MONDAY, Jan. 22, 2018 (HealthDay News)—In yet another example of how far-reaching the fallout from America's opioid epidemic is, researchers report that babies exposed to these narcotics while in the womb run the risk of certain head and neck abnormalities.
One is a twisting of the neck (torticollis) and the other is a flattening of the head (plagiocephaly), which often occurs in tandem with torticollis.
In the study, doctors at Cincinnati Children's Hospital Medical Center looked at 783 infants born over five years, and found that 87 (11 percent) of those exposed to opioids in the womb were diagnosed with torticollis.
In 1994, the rate of torticollis in the general population was 0.3 percent to 1.9 percent, the study authors noted.
"Awareness of these potential issues in this population is essential, as torticollis may not develop for several months after the infant has been discharged from the hospital," said study author Dr. Jenny McAllister.
Neonatal abstinence syndrome (NAS) is triggered by withdrawal after exposure to opioids in the womb. The incidence of NAS rose almost fivefold between 2000 and 2012.
"If preventive measures are performed—such as occupational and physical therapy—torticollis and plagiocephaly may be avoided and potentially prevent developmental delays," McAllister added.

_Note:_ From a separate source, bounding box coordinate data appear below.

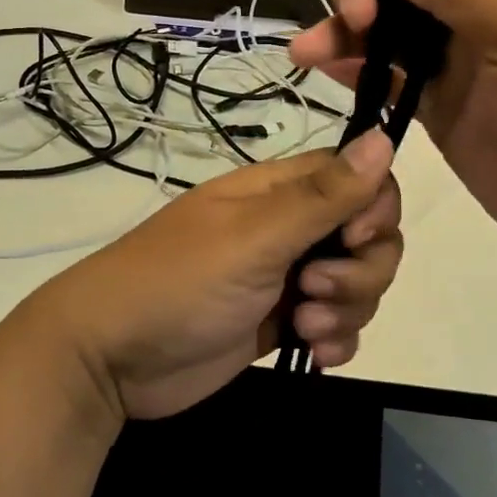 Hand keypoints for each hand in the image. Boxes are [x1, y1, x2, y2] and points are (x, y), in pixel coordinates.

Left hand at [22, 131, 402, 420]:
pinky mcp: (280, 323)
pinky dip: (336, 340)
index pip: (357, 178)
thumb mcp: (254, 237)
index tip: (355, 239)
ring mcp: (285, 278)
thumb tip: (385, 137)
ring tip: (304, 327)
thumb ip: (322, 195)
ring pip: (356, 283)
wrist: (111, 359)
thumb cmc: (179, 284)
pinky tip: (313, 354)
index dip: (373, 208)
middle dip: (362, 269)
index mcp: (279, 192)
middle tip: (315, 288)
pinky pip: (336, 325)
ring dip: (347, 309)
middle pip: (368, 235)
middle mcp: (288, 229) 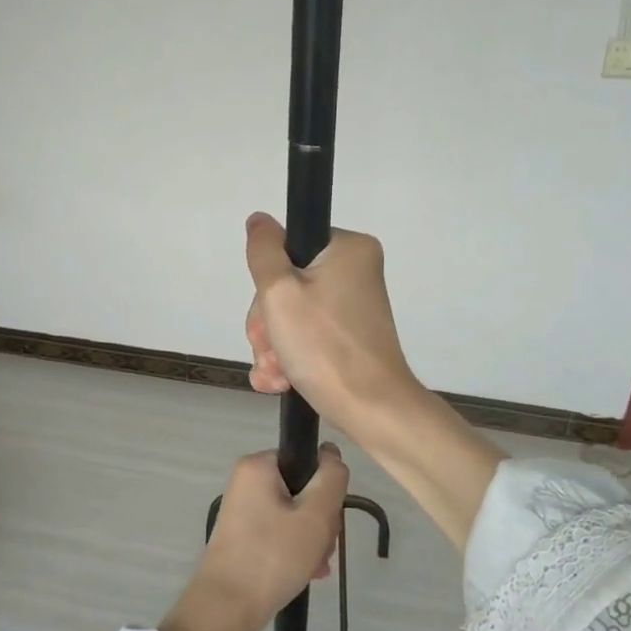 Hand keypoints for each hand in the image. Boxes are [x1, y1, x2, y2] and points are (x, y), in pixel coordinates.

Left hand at [158, 446, 349, 630]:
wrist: (225, 609)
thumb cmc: (272, 557)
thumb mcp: (316, 516)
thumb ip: (332, 479)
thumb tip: (331, 453)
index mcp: (258, 466)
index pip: (308, 461)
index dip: (325, 489)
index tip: (328, 520)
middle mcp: (247, 481)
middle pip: (303, 489)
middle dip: (321, 521)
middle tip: (322, 548)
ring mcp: (243, 508)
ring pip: (295, 514)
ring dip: (312, 539)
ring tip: (315, 567)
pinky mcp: (243, 534)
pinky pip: (280, 531)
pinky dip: (296, 549)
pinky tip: (307, 572)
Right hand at [243, 212, 506, 553]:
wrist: (371, 409)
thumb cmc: (326, 348)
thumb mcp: (280, 293)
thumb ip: (263, 252)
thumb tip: (259, 221)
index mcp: (348, 249)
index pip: (287, 247)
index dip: (268, 282)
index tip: (270, 312)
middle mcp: (354, 271)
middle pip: (286, 284)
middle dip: (269, 324)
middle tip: (273, 348)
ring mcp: (352, 306)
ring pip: (290, 315)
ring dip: (274, 346)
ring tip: (278, 373)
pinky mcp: (348, 335)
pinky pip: (306, 335)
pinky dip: (290, 357)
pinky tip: (281, 382) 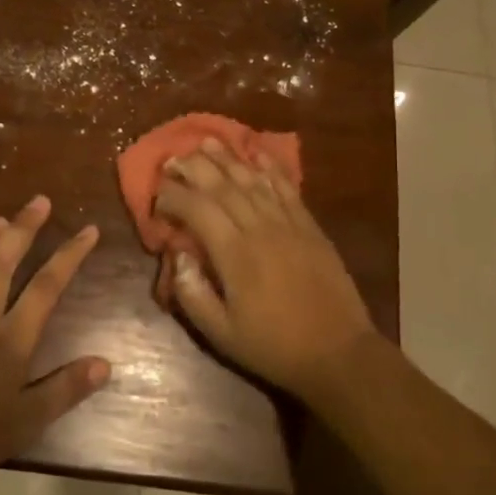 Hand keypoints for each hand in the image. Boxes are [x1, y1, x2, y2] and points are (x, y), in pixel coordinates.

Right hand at [153, 139, 376, 404]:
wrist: (338, 353)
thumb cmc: (274, 347)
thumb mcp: (221, 335)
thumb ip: (193, 294)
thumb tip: (176, 255)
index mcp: (235, 254)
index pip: (197, 210)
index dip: (173, 197)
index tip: (157, 198)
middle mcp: (260, 228)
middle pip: (222, 185)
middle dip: (194, 167)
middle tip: (173, 158)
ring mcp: (288, 223)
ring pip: (252, 180)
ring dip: (227, 158)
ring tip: (206, 141)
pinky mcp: (309, 225)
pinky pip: (286, 187)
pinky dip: (269, 166)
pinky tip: (257, 151) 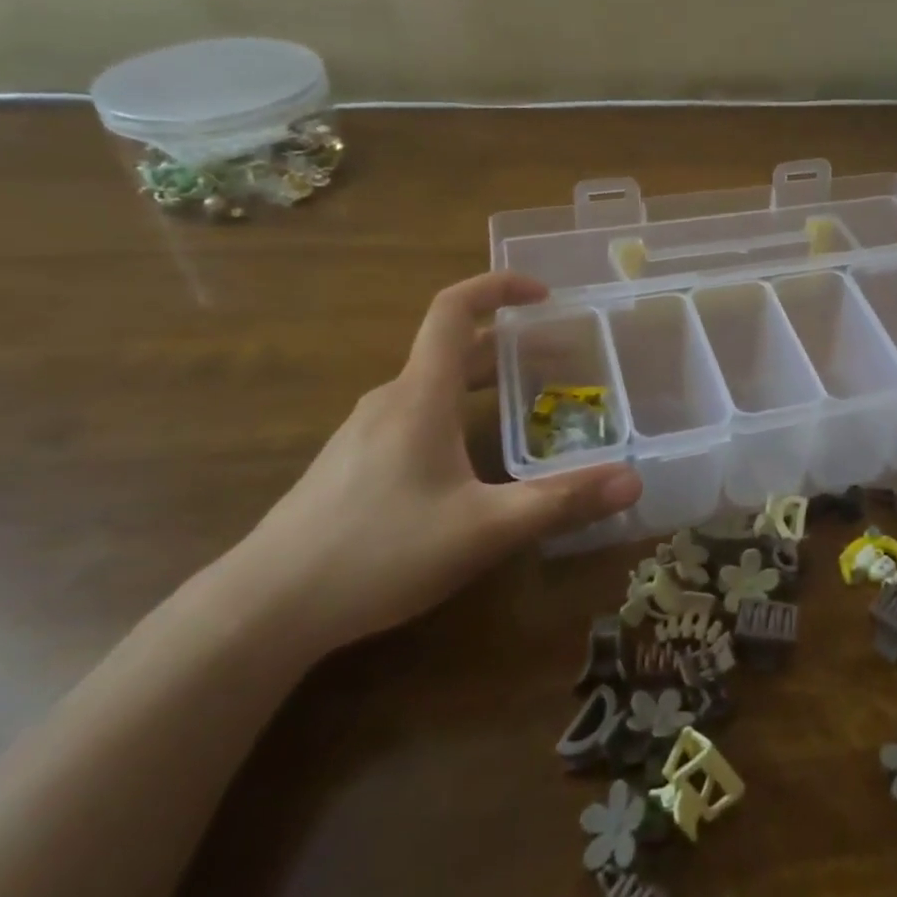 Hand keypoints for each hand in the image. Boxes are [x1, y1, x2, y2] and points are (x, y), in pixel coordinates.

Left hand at [222, 272, 641, 652]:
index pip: (454, 309)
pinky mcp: (350, 464)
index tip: (544, 294)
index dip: (498, 287)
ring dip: (480, 381)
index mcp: (420, 395)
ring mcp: (363, 432)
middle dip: (507, 344)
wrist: (263, 609)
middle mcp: (390, 400)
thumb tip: (633, 480)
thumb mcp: (485, 528)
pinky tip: (469, 463)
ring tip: (524, 407)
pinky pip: (413, 416)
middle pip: (451, 349)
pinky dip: (453, 412)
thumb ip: (561, 501)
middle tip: (559, 359)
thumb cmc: (379, 551)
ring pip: (431, 386) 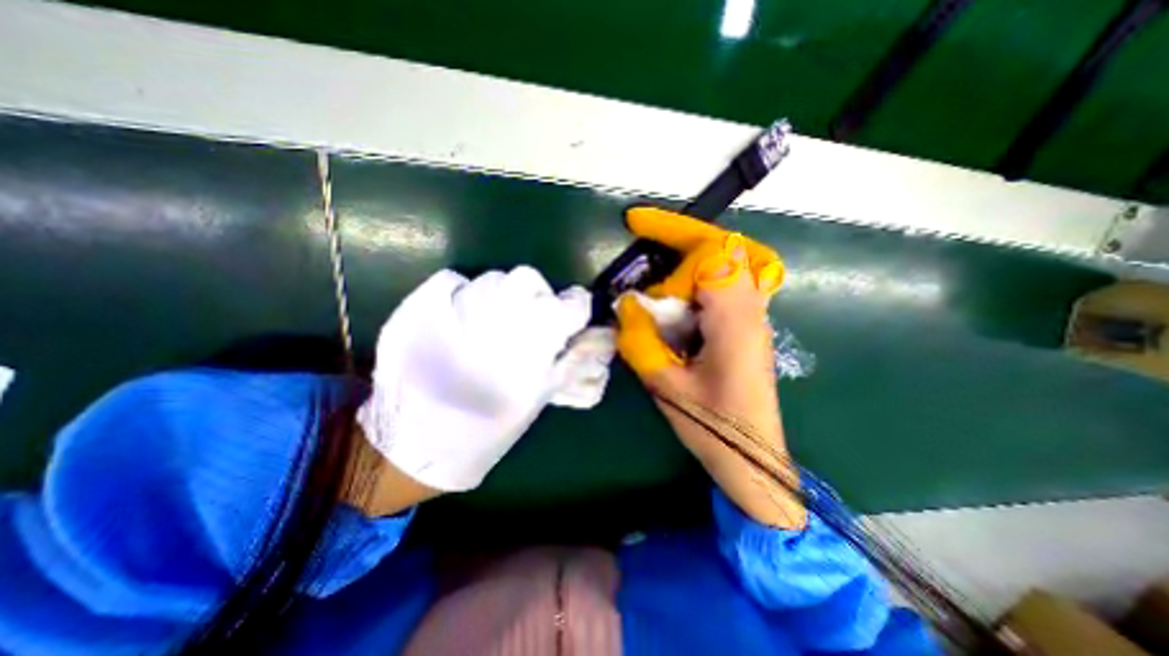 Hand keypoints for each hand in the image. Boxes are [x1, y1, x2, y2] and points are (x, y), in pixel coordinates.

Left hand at [357, 268, 594, 491]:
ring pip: (495, 279)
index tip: (572, 316)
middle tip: (530, 318)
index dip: (575, 308)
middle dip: (537, 295)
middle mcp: (502, 311)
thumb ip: (571, 361)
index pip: (572, 303)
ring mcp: (460, 304)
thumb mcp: (540, 396)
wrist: (419, 440)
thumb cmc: (490, 425)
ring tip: (493, 322)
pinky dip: (464, 292)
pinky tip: (461, 316)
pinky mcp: (424, 307)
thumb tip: (598, 337)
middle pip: (530, 280)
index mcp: (536, 335)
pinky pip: (454, 281)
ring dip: (503, 295)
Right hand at [613, 209, 803, 529]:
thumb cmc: (715, 428)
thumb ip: (642, 341)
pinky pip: (721, 287)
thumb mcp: (667, 386)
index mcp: (735, 320)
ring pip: (724, 265)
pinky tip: (669, 303)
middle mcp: (751, 309)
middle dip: (679, 237)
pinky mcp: (745, 328)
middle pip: (723, 248)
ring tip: (651, 272)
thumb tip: (626, 304)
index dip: (673, 236)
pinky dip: (692, 282)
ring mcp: (752, 317)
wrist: (754, 460)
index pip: (712, 253)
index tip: (636, 227)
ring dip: (685, 260)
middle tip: (642, 229) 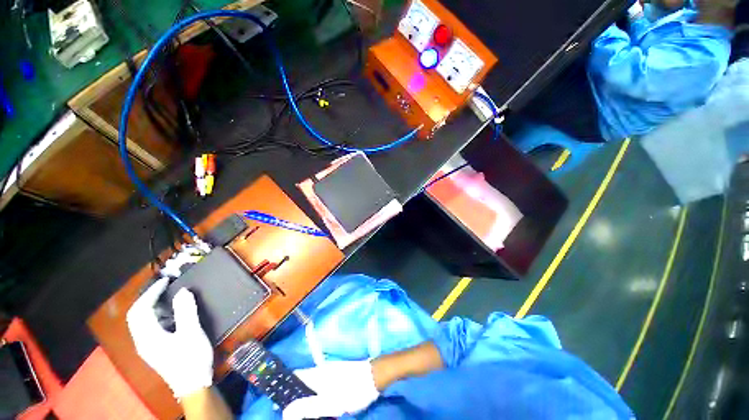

It's not known if opioid exposure in the womb actually causes torticollis. These infants could have a tightness of their muscles (hypertonia) that predisposes them to torticollis, or the condition could be the result of swaddling that is done to keep them calm after birth, McAllister explained.
Of the infants in the study, almost 76 percent were exposed to short-acting opioids, while just over 72 percent were exposed to multiple opioids. Infants in withdrawal were mostly treated with methadone, but 18 percent were treated with buprenorphine and close to 6 percent with morphine. Their time in the hospital averaged about 19 days.
McAllister is a physician at Cincinnati Children's and co-director of the Neonatal Abstinence Syndrome Long-Term Follow-Up Clinic.
The study was published online Jan. 22 in The Journal of Pediatrics.
America's opioid epidemic is now so widespread that research suggests deaths from opioid overdoses may be the main driver of a drop in overall U.S. life expectancy.